By the late 1960s, Spanish migrant families in France began to shift their priorities, focusing increasingly on their children’s education and cultural preservation. This concern was particularly visible among the parents attending the Spanish Catholic Mission on Rue de la Pompe, as well as within secular Spanish cultural associations. Ensuring the transmission of the Spanish language and culture to their children became a key objective.

In 1968, a grassroots movement of Spanish emigrant parents emerged to demand that the Spanish government provide structured Spanish-language education led by qualified instructors. The Spanish Mission supported this initiative, and soon parents began organizing their own Spanish classes within the Mission’s premises. By 1969, these volunteer-run classes welcomed 70 to 80 students each week, for two to three hours per session.

To maintain the Spanish cultural identity of children enrolled in the French school system, complementary classes in Spanish language and culture were formally launched in 1970. Initially functioning without official recognition from either the French or Spanish governments, the initiative expanded to include a preschool, a primary school, and eventually higher levels of education — all housed in the Spanish Catholic Mission.

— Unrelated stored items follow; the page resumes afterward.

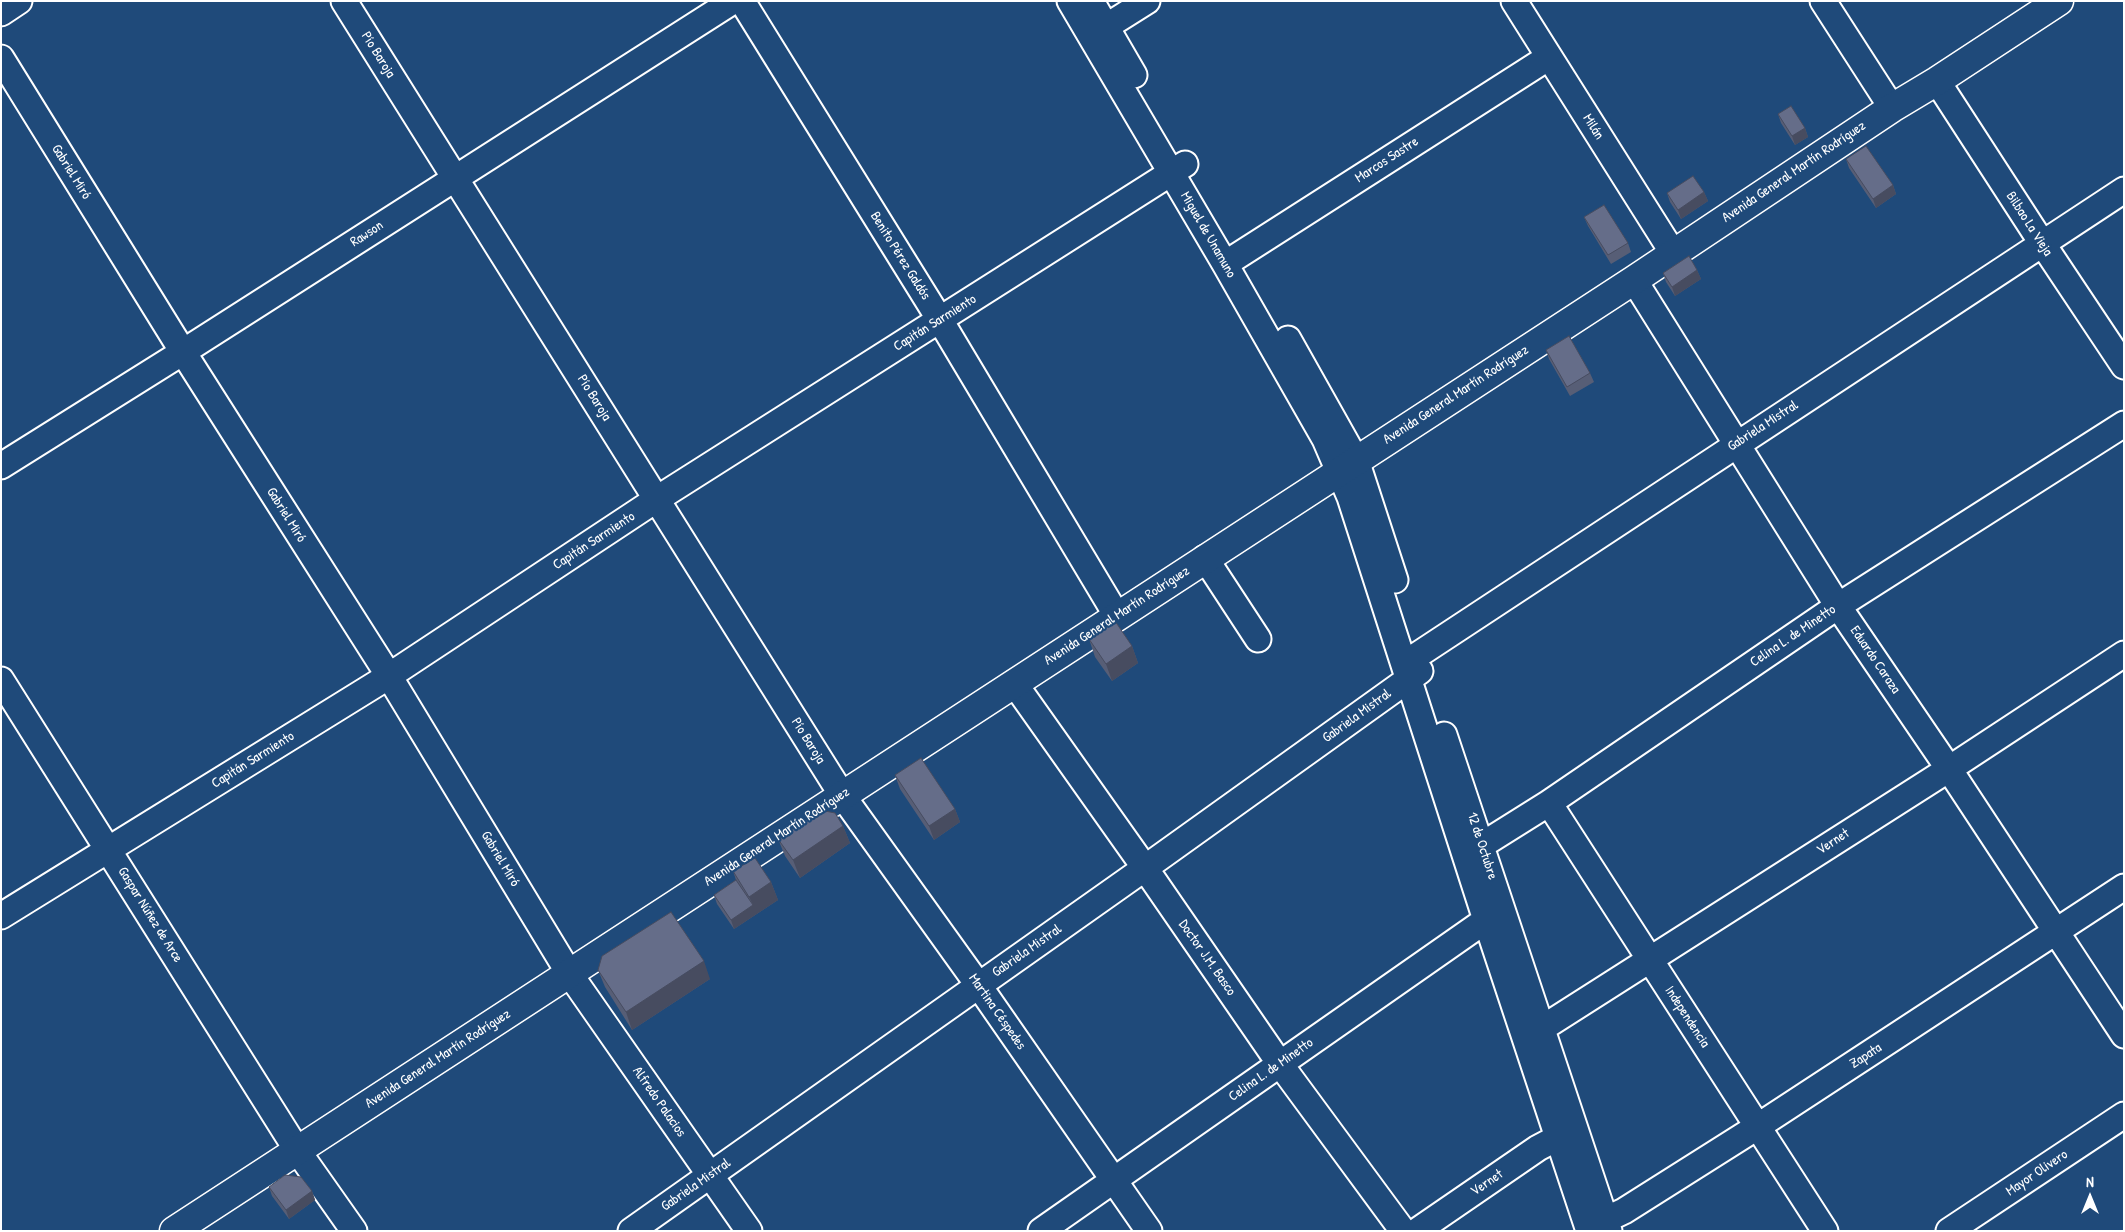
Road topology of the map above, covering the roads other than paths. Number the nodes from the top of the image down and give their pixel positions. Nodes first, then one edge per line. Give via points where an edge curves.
1 (19, 1) edge
2 (344, 1) edge
3 (733, 1) edge
4 (742, 1) edge
5 (1070, 1) edge
6 (1091, 1) edge
7 (1147, 1) edge
8 (1514, 1) edge
9 (1823, 1) edge
10 (2059, 1) edge
11 (1, 13) edge
12 (1099, 31) junction
13 (1549, 57) junction
14 (1, 58) edge
15 (1937, 81) junction
16 (1892, 108) junction
17 (1178, 168) junction
18 (455, 177) junction
19 (2124, 190) edge
20 (2042, 243) junction
21 (1673, 254) junction
22 (1232, 259) junction
23 (1634, 280) junction
24 (940, 320) junction
25 (183, 352) junction
26 (2124, 366) edge
27 (2124, 424) edge
28 (1736, 444) junction
29 (1, 466) edge
30 (1347, 466) junction
31 (657, 499) junction
32 (1205, 558) junction
33 (1838, 606) junction
34 (1117, 616) junction
35 (1258, 639) dead end
36 (2124, 654) edge
37 (1413, 667) junction
38 (389, 676) junction
39 (1, 680) edge
40 (1014, 683) junction
41 (1949, 769) junction
42 (842, 795) junction
43 (1549, 803) junction
44 (1472, 846) junction
45 (108, 848) junction
46 (1145, 868) junction
47 (2124, 887) edge
48 (1, 916) edge
49 (1495, 917) junction
50 (2057, 932) junction
51 (1650, 959) junction
52 (569, 973) junction
53 (979, 986) junction
54 (1541, 1029) junction
55 (2124, 1035) edge
56 (1280, 1064) junction
57 (2124, 1115) edge
58 (1757, 1127) junction
59 (1558, 1138) junction
60 (297, 1150) junction
61 (711, 1175) junction
62 (1112, 1180) junction
63 (1601, 1227) edge
64 (174, 1231) edge
65 (354, 1231) edge
66 (631, 1231) edge
67 (750, 1231) edge
68 (1041, 1231) edge
69 (1149, 1231) edge
70 (1403, 1231) edge
71 (1417, 1231) edge
72 (1825, 1231) edge
73 (1949, 1231) edge

1 - 11 street
2 - 18 street, Pío Baroja
3 - 18 street, Rawson
4 - 24 street, Benito Pérez Galdós
5 - 12 street, Miguel de Unamuno
6 - 12 street, Miguel de Unamuno
7 - 12 street
8 - 13 street, Milán
9 - 16 street
10 - 15 main road, Avenida General Martín Rodríguez
12 - 17 street, Miguel de Unamuno
13 - 21 street, Milán
13 - 22 street, Marcos Sastre
14 - 25 street, Gabriel Miró
15 - 16 main road, Avenida General Martín Rodríguez
15 - 20 street, Bilbao La Vieja
16 - 21 main road, Avenida General Martín Rodríguez
17 - 22 street, Miguel de Unamuno
17 - 24 street, Capitán Sarmiento
18 - 25 street, Rawson
18 - 31 street, Pío Baroja
19 - 20 street, Gabriela Mistral
20 - 26 street, Bilbao La Vieja
20 - 28 street, Gabriela Mistral
21 - 23 main road, Avenida General Martín Rodríguez
22 - 30 street, Miguel de Unamuno via 1340,430
23 - 28 street, Eduardo Caraza
23 - 30 main road, Avenida General Martín Rodríguez
24 - 31 street, Capitán Sarmiento
24 - 34 street, Benito Pérez Galdós
25 - 29 street, Rawson
25 - 38 street, Gabriel Miró
27 - 33 street, Celina L. de Minetto
28 - 33 street, Eduardo Caraza
28 - 37 street, Gabriela Mistral
30 - 32 main road, Avenida General Martín Rodríguez
30 - 37 street, 12 de Octubre via 1366,489
31 - 38 street, Capitán Sarmiento
31 - 42 street, Pío Baroja
32 - 34 main road, Avenida General Martín Rodríguez
32 - 35 street
33 - 41 street, Eduardo Caraza
33 - 43 street, Celina L. de Minetto
34 - 40 main road, Avenida General Martín Rodríguez
36 - 41 street, Vernet
37 - 44 street, 12 de Octubre
37 - 46 street, Gabriela Mistral
38 - 45 street, Capitán Sarmiento
38 - 52 street, Gabriel Miró
39 - 45 street, Gaspar Núñez de Arce
40 - 42 main road, Avenida General Martín Rodríguez
40 - 46 street, Doctor J.M. Basco
41 - 50 street, Eduardo Caraza
41 - 51 street, Vernet
42 - 52 main road, Avenida General Martín Rodríguez
42 - 53 street, Martina Céspedes
43 - 44 street, Celina L. de Minetto
43 - 51 street, Independencia
44 - 49 street, 12 de Octubre
45 - 48 street, Capitán Sarmiento
45 - 60 street, Gaspar Núñez de Arce
46 - 53 street, Gabriela Mistral
46 - 56 street, Doctor J.M. Basco
47 - 50 street, Zapata
49 - 54 street, 12 de Octubre
49 - 56 street, Celina L. de Minetto
49 - 59 street, 12 de Octubre
50 - 55 street, Eduardo Caraza
50 - 58 street, Zapata
51 - 54 street, Vernet
51 - 58 street, Independencia
52 - 60 main road, Avenida General Martín Rodríguez
52 - 61 street, Alfredo Palacios
53 - 61 street, Gabriela Mistral
53 - 62 street, Martina Céspedes
54 - 63 street, 12 de Octubre
56 - 62 street, Celina L. de Minetto
56 - 70 street, Doctor J.M. Basco
57 - 73 street, Mayor Olivero
58 - 63 street, Zapata
58 - 72 street, Independencia
59 - 63 street, 12 de Octubre
59 - 71 street, Vernet via 1538,1148
60 - 64 main road, Avenida General Martín Rodríguez
60 - 65 street, Gaspar Núñez de Arce
61 - 66 street, Gabriela Mistral
61 - 67 street, Alfredo Palacios
62 - 68 street, Celina L. de Minetto
62 - 69 street, Martina Céspedes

In response to growing parental pressure, the Spanish government proposed the creation of a bilingual secondary school. However, the idea was rejected by families who feared such an institution would primarily serve the children of elites, such as diplomats and executives. Instead, families advocated for a primary school model aligned with the Spanish curriculum, allowing children to reintegrate into the Spanish school system should they return to Spain.

A turning point came in 1974 when the school was officially integrated into the Spanish educational administration through a ministerial decree, becoming independent from the Spanish Catholic Mission. The government converted the church cloister at 51 Rue de la Pompe into classrooms, eventually accommodating nearly 500 students between the ages of 6 and 15.

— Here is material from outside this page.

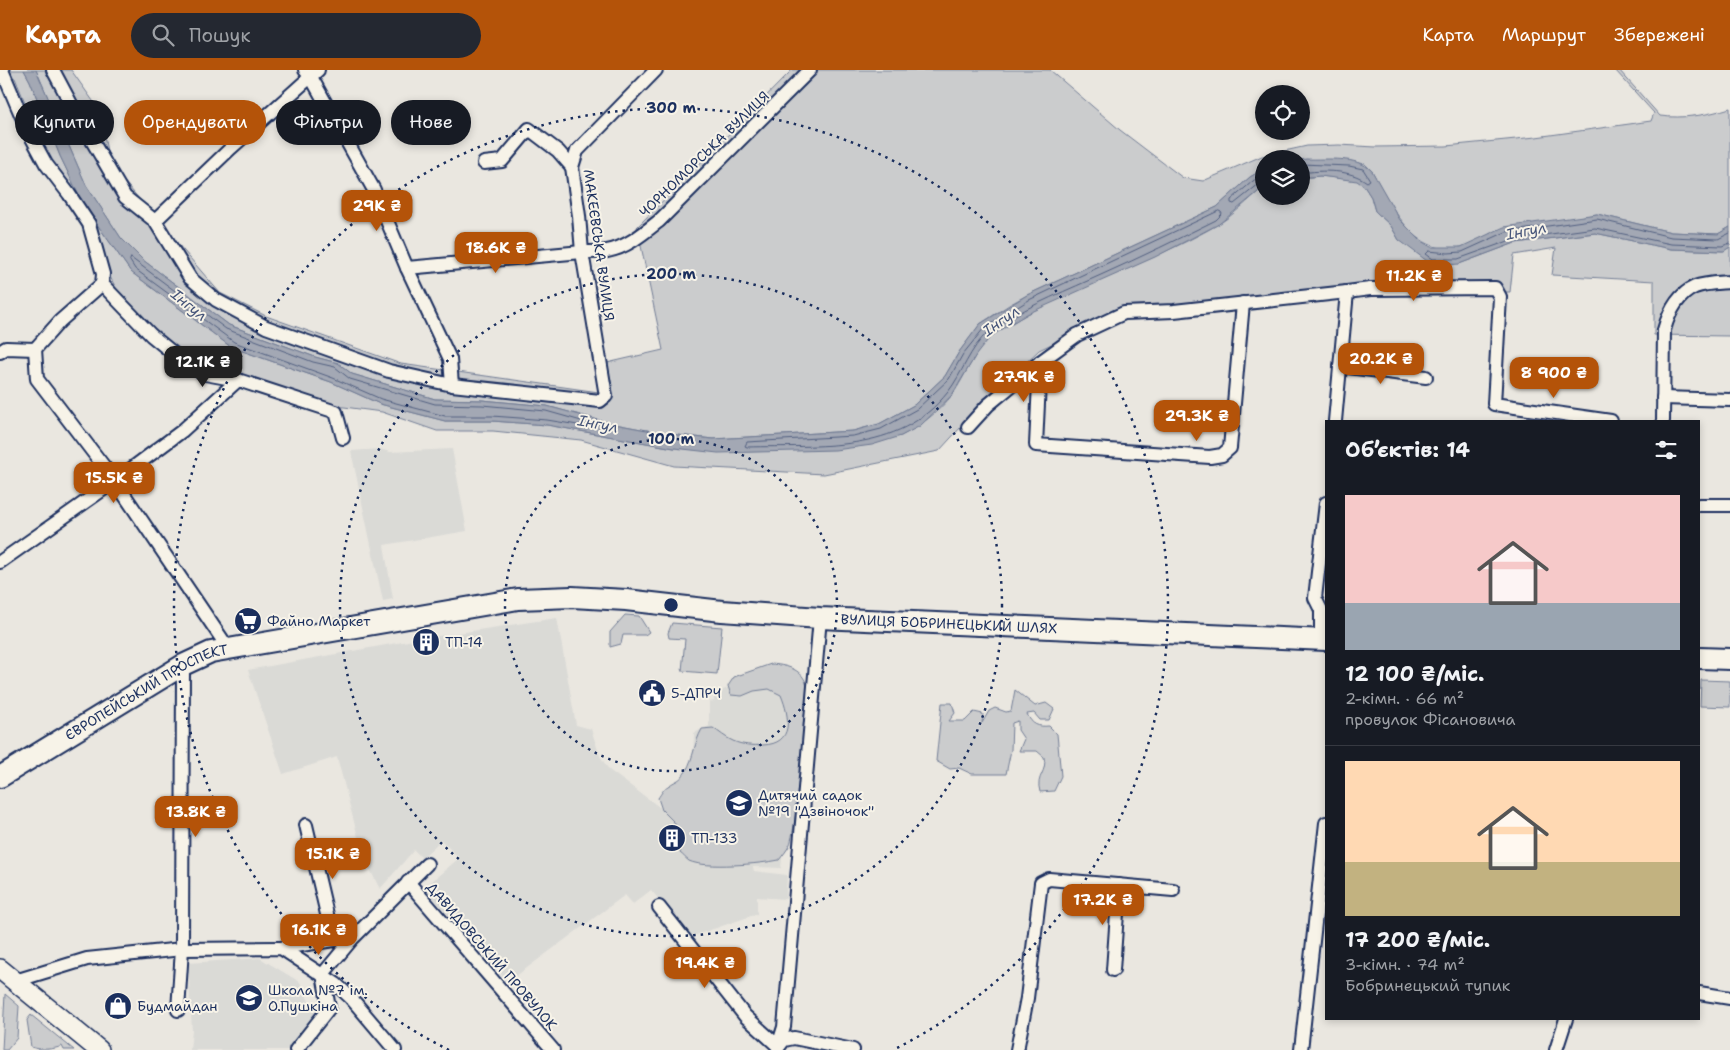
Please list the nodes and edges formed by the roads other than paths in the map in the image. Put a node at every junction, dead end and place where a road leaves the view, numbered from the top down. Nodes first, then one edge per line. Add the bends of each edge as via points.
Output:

Today, the school operates fully under the Spanish Ministry of Education. Teachers are recruited in Spain, and both the curriculum and textbooks match those used in Spanish schools. Most students are Spanish nationals, although there are also some from Latin America.

After completing the eighth year of schooling (equivalent to the French quatrième), most students continue at the Liceo Español in Neuilly to pursue their Spanish high school diploma (bachillerato). Others may choose to enter the French school system.

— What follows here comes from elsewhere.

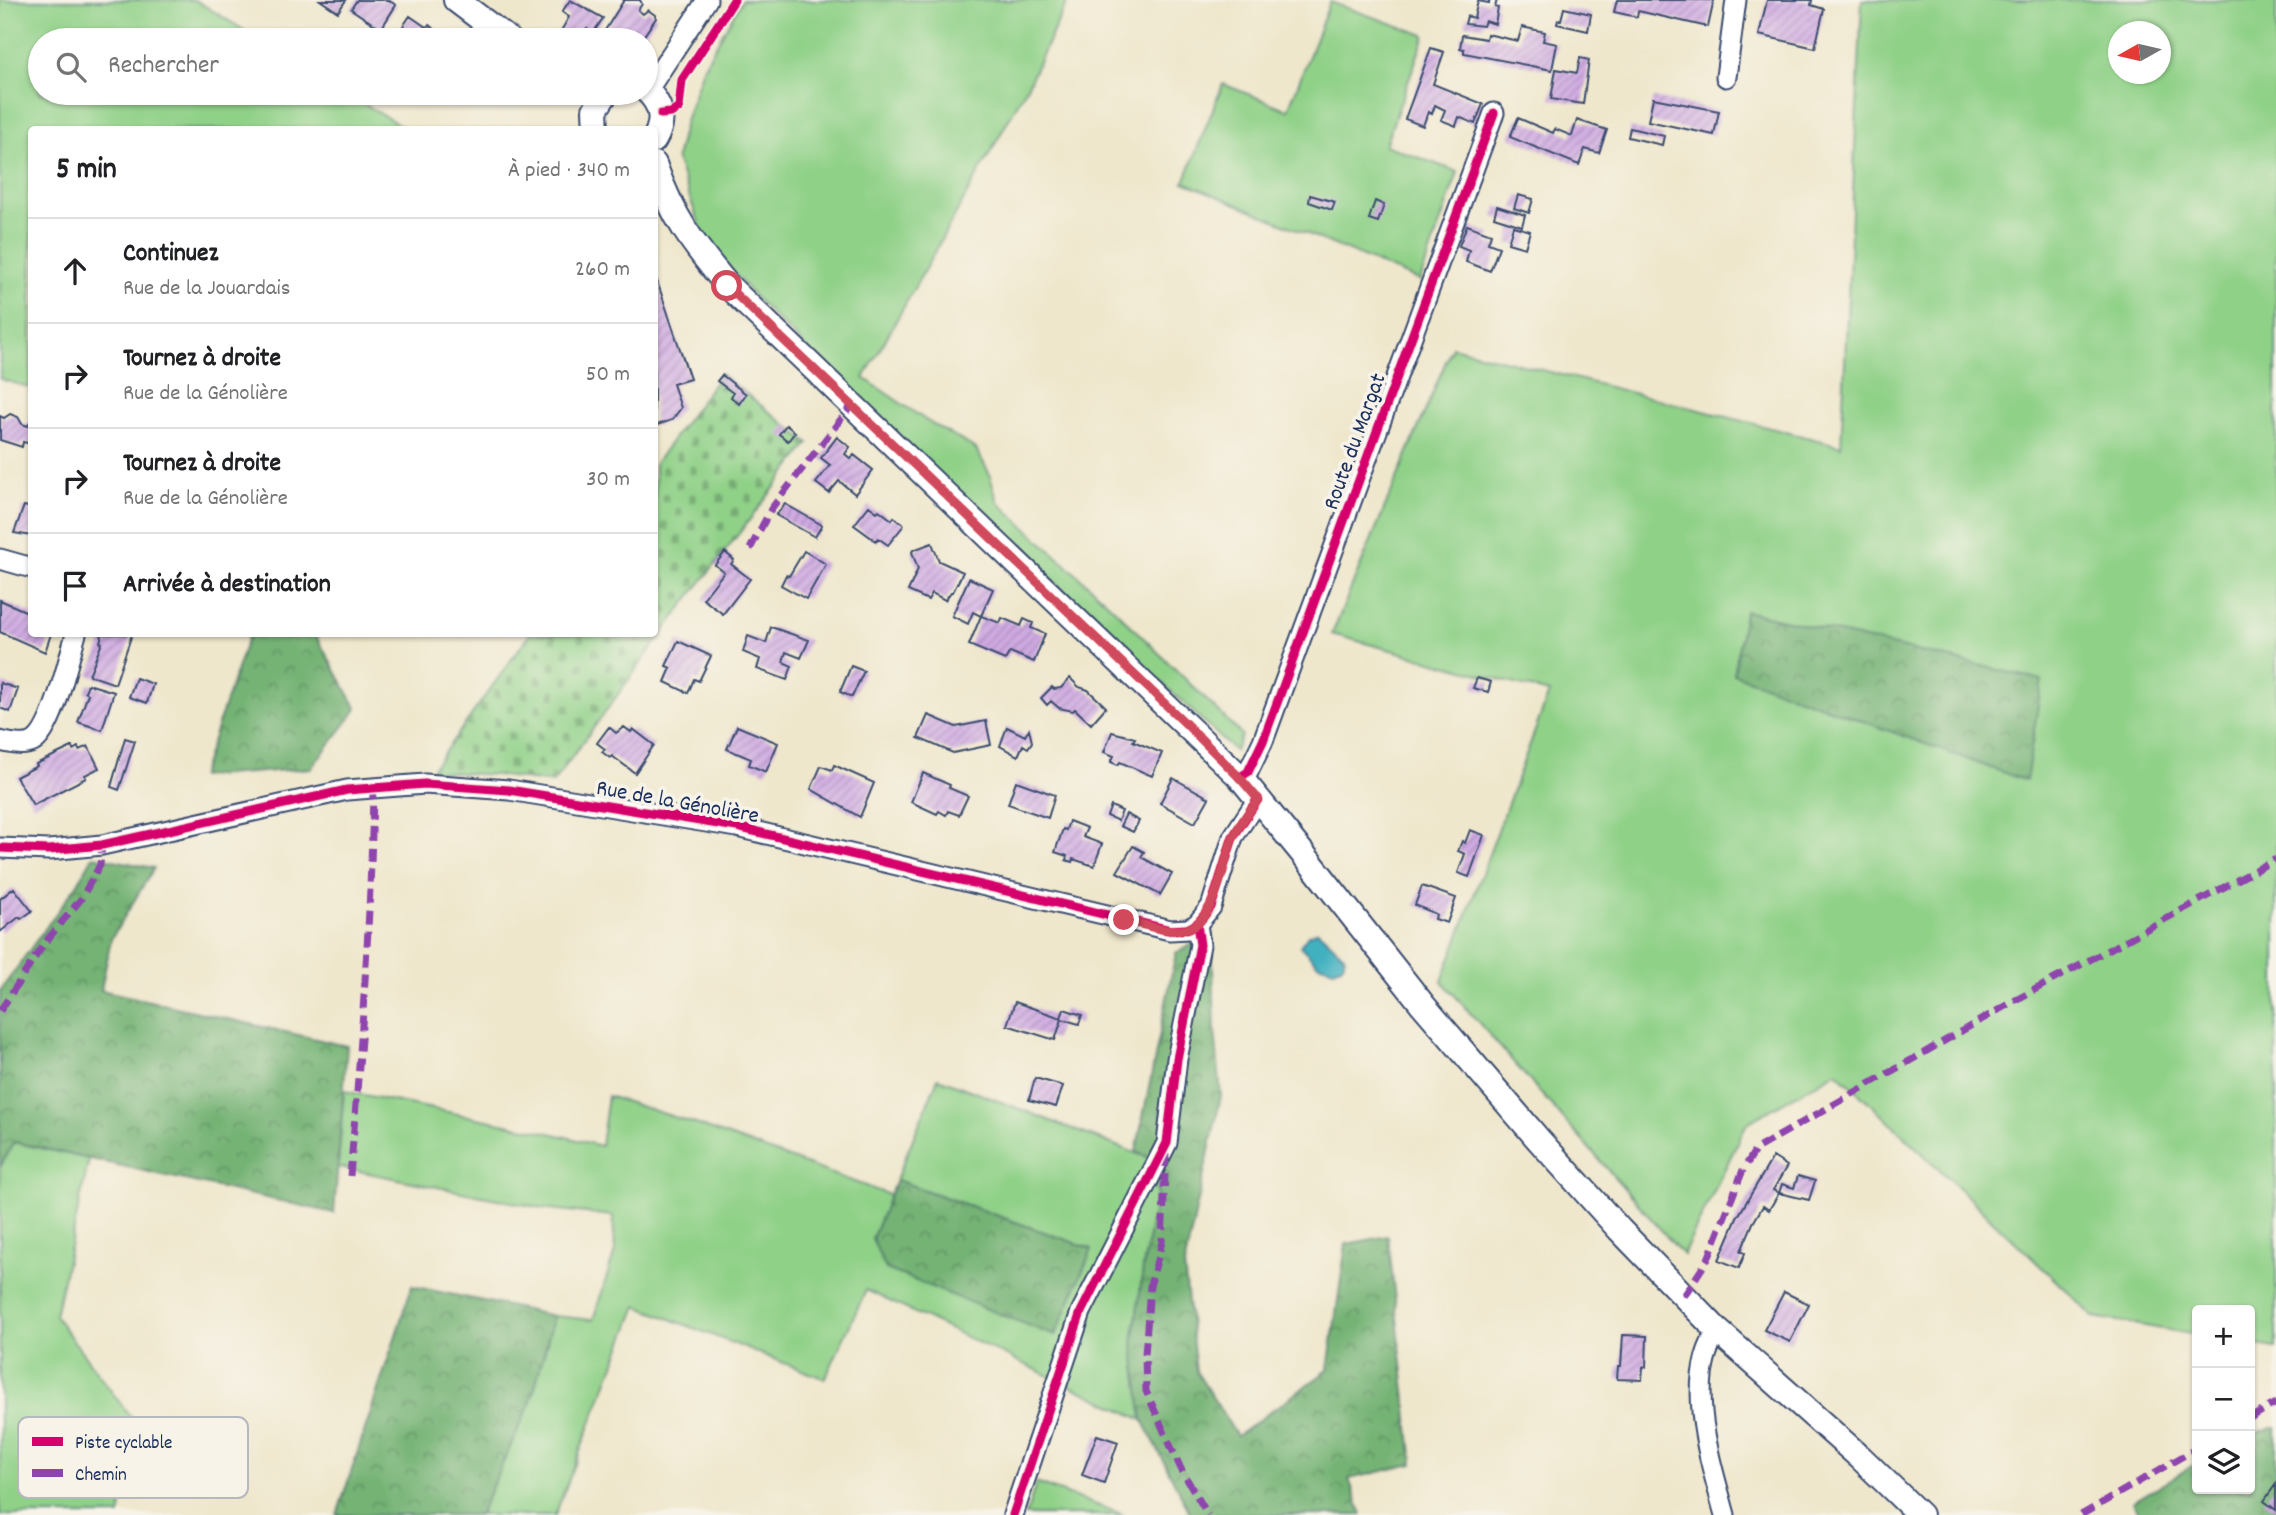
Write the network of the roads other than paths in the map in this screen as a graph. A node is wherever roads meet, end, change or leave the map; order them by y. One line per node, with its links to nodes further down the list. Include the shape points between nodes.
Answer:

The teaching approach is intercultural: Spanish and French are taught at all levels, and English instruction begins in the third year of primary school. By the end of their schooling, students are expected to be fully proficient in both Spanish and French, with a foundation in English.

The school also provides daily services such as a canteen for both students and staff, and a well-equipped, though modestly sized, gymnasium for physical education classes.

== Internal operations ==
Admission to Federico Garcia Lorca is by special procedure. An interview takes place between the parents of the pupil concerned, the child and the director. Following the interview, a classification is established on a list. If the child is below the established threshold, he/she is admitted to the school. Sometimes, when families apply for two children, one gets in and the other doesn't, and the school is sometimes criticized for this. However, according to some families, it's this selection threshold that gives the school its reputation, which counterbalances the criticism. As of today, the institution has a total enrollment of 211 students, including 139 of Spanish nationality and 72 from other backgrounds. The teaching staff comprises 17 educators, among whom are native Spanish speakers as well as both tenured and interim public teachers.